Et ils repartent jouer un autre morceau…

Ou alors, quelques jours plus tard :

«  – On pourrait jouer dans un théâtre romain, en Lybie, on jouerait dos à la mer, ce serait super…
 – Bonne idée !
 – Bah, je sais pas trop si j’ai envie de jouer en concert.
 – Ah ?« 

Et ils repartent jouer un autre morceau…

Alors que l’on est à quelques jours de la date fatidique :

«  – JE SAIS ! ON VA JOUER SUR UN BATEAU !
 – Avec des gens ?
 – Ouais !
 – On sera plusieurs jours avec des gens ?
 – Ben ouais…« 

Et ils repartent jouer un autre morceau…

Et nous, spectateurs, on se surprend à sauter sur la TV : « Mais vous allez les terminer vos conversations !?« . Frustration, frustration.

Concernant les morceaux, il est amusant de voir George Martin, le producteur historique, s’en inquiéter :

«  – Les gars, il faut combien de morceaux pour l’album ?
 – [Paul] On a dit 14 titres
 – Et vous en avez combien ?
 – On en a 3 mais j’en ai 4 qu’on peut travailler, John en a 3, Georges a tel morceau et tel morceau… On est bien
 – OK !« 

Puis quelques jours après :

«  – Vous avez fait combien de morceaux, là ?
 – On en a 3 mais on est bien.
 – OK !« 

Et encore plusieurs jours tard :

«  – Vous en êtes ou des 14 morceaux ?
 – En fait, on va en faire 11.
 – OK et vous en avez combien ?
 – 3 !
 – …
– Mais on est bien.« 

Et c’est sans surprise que le show TV a été annulé, que l’album n’aura pas été enregistré et que le grand concert n’aura pas lieu. Et les images de Michael Lindsay-Hogg ne feront pas le film escompté (mais un super documentaire 50 ans après). Les raisons de cet échec sont nombreuses mais essayons de les analyser avec nos yeux d’agilistes.

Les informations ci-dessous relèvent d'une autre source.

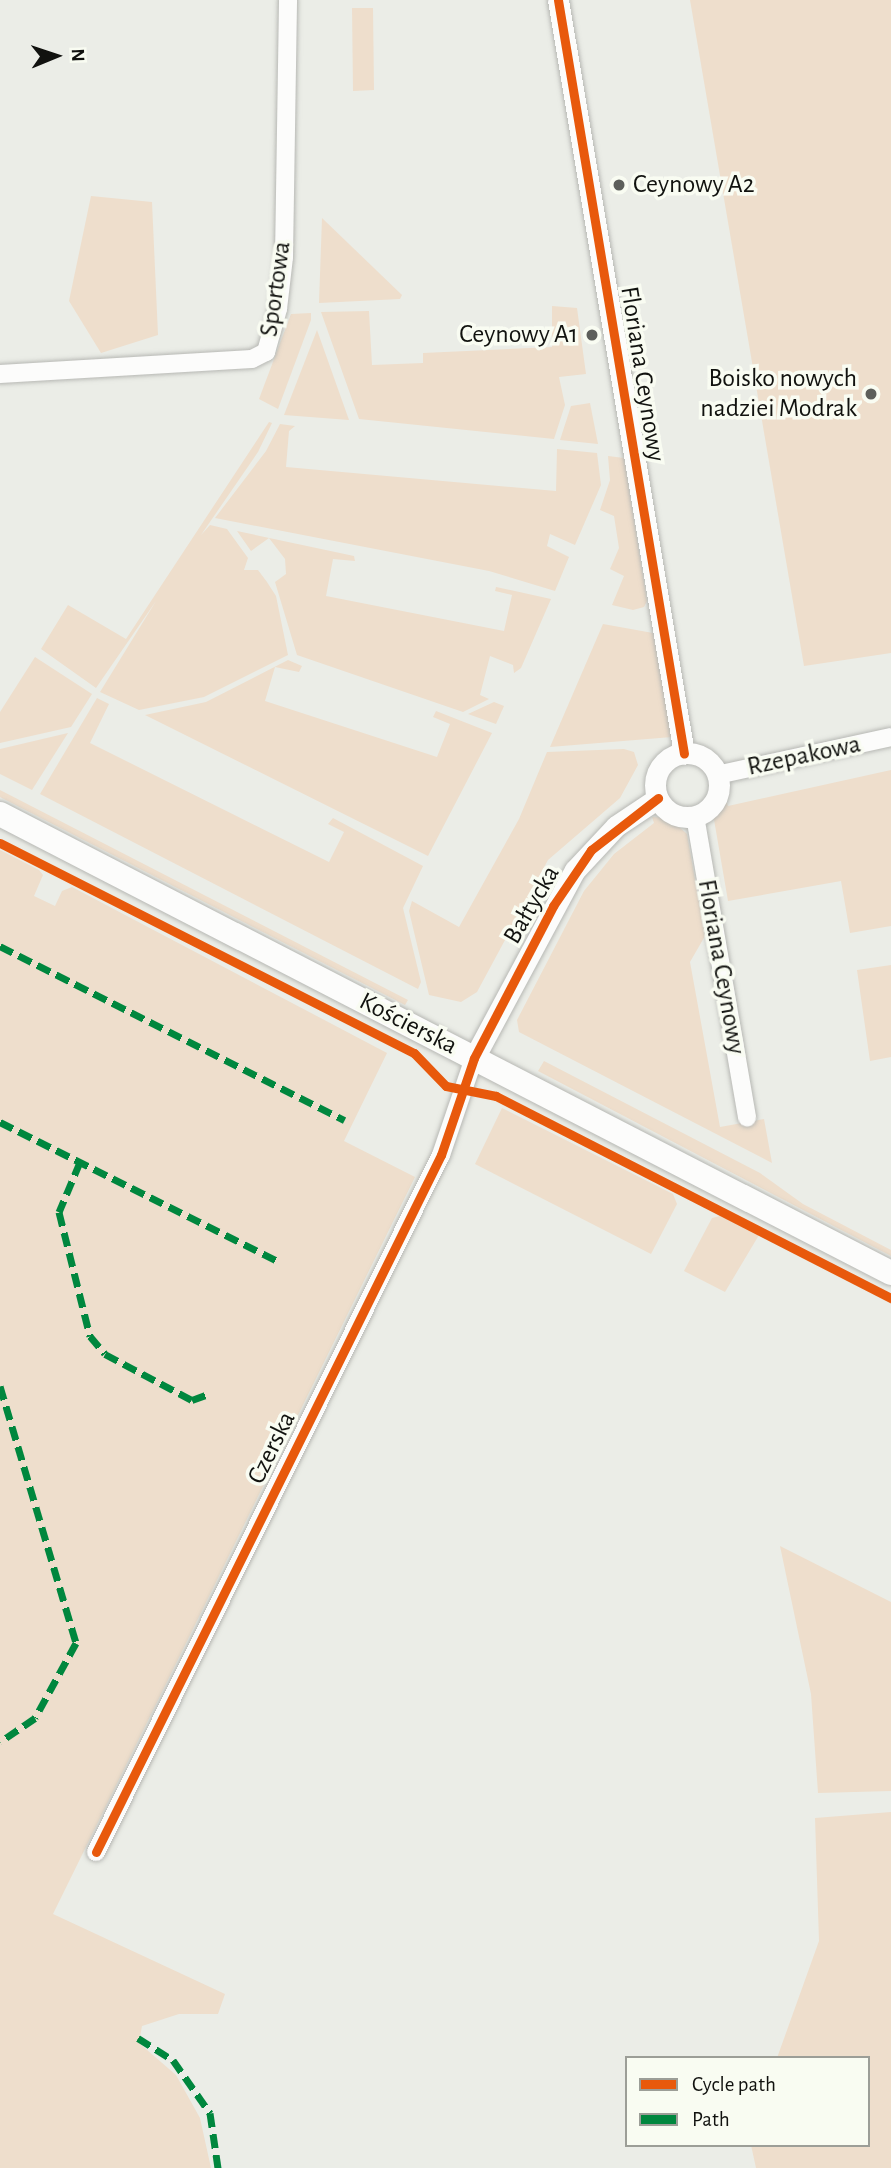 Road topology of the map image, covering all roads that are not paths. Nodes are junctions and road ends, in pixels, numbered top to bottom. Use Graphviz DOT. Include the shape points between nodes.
graph roads {
  1 [pos="288,0"];
  2 [pos="558,0"];
  3 [pos="0,374"];
  4 [pos="891,737"];
  5 [pos="684,754"];
  6 [pos="717,775"];
  7 [pos="658,798"];
  8 [pos="0,814"];
  9 [pos="695,816"];
  10 [pos="474,1058"];
  11 [pos="747,1118"];
  12 [pos="891,1273"];
  13 [pos="96,1852"];
  1 -- 3 [label="street, Sportowa" via="285,257 266,352 252,359"];
  2 -- 5 [label="street, Floriana Ceynowy"];
  4 -- 6 [label="street, Rzepakowa"];
  5 -- 6 [label="street" via="704,759"];
  5 -- 7 [label="street" via="660,769"];
  6 -- 9 [label="street" via="717,796"];
  7 -- 9 [label="street" via="673,814"];
  7 -- 10 [label="street, Bałtycka" via="616,826 575,870"];
  8 -- 10 [label="main road, Kościerska"];
  9 -- 11 [label="street, Floriana Ceynowy"];
  10 -- 12 [label="main road, Kościerska"];
  10 -- 13 [label="street, Czerska" via="441,1155"];
}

Tout d’abord, le respect de la phase de conception. Tout développeur d’ESN vous le dira, enfin plutôt, vous le criera avec des larmes dans les yeux : on ne commence pas à développer AVANT que les US aient été formulées, écrites et partagées. Et, évidemment, on n’écrit pas les US avant d’avoir définit l’objectif du produit. Donc, John, tu poses cette guitare et tu files au tableau blanc !

Quel était l’objectif de Get Back ? Après presque 3 ans sans concert et l’enregistrement chaotique du White Album, les Beatles voulaient renouer avec leurs débuts : composer ensemble (versus chacun dans son coin), enregistrer en une prise (versus de multiples prises sophistiquées) et soumettre les titres à un public (concert/show TV).

Je vois un sourcil se lever : vous avez vu le documentaire et ce n’était pas clair du tout ? Et bien justement, c’est parce que ce n’était clair pour personne que ça a échoué.

Donc, pour écrire les objectifs, on se met dans un coin du studio de Twickenham (où il y a le plus beau mur) avec la Team (John, Paul, Georges et Ringo – pas toi, Yoko) mais aussi les parties prenantes (George Martin, producteur, Glyn Johns, ingénieur du son, Michael Lindsay-Hogg, réalisateur et Mal Evans, road manager) et personne ne sort tant que les post-its ne seront pas remplis :

  • Objectif #1 – P0, le show en public. Pourquoi ? Combien de titres ? Où ? Quand ? Quel format ?
  • Objectif #2 – P1, l’album. Pourquoi ? Combien de titres ? Où ? Quand ?
  • Objectif #3 – P2, le film. Pourquoi ?
  • Objectif #4 – P2, le grand concert. Pourquoi ? Combien de titres ? Où ? Quand ? Quel format ?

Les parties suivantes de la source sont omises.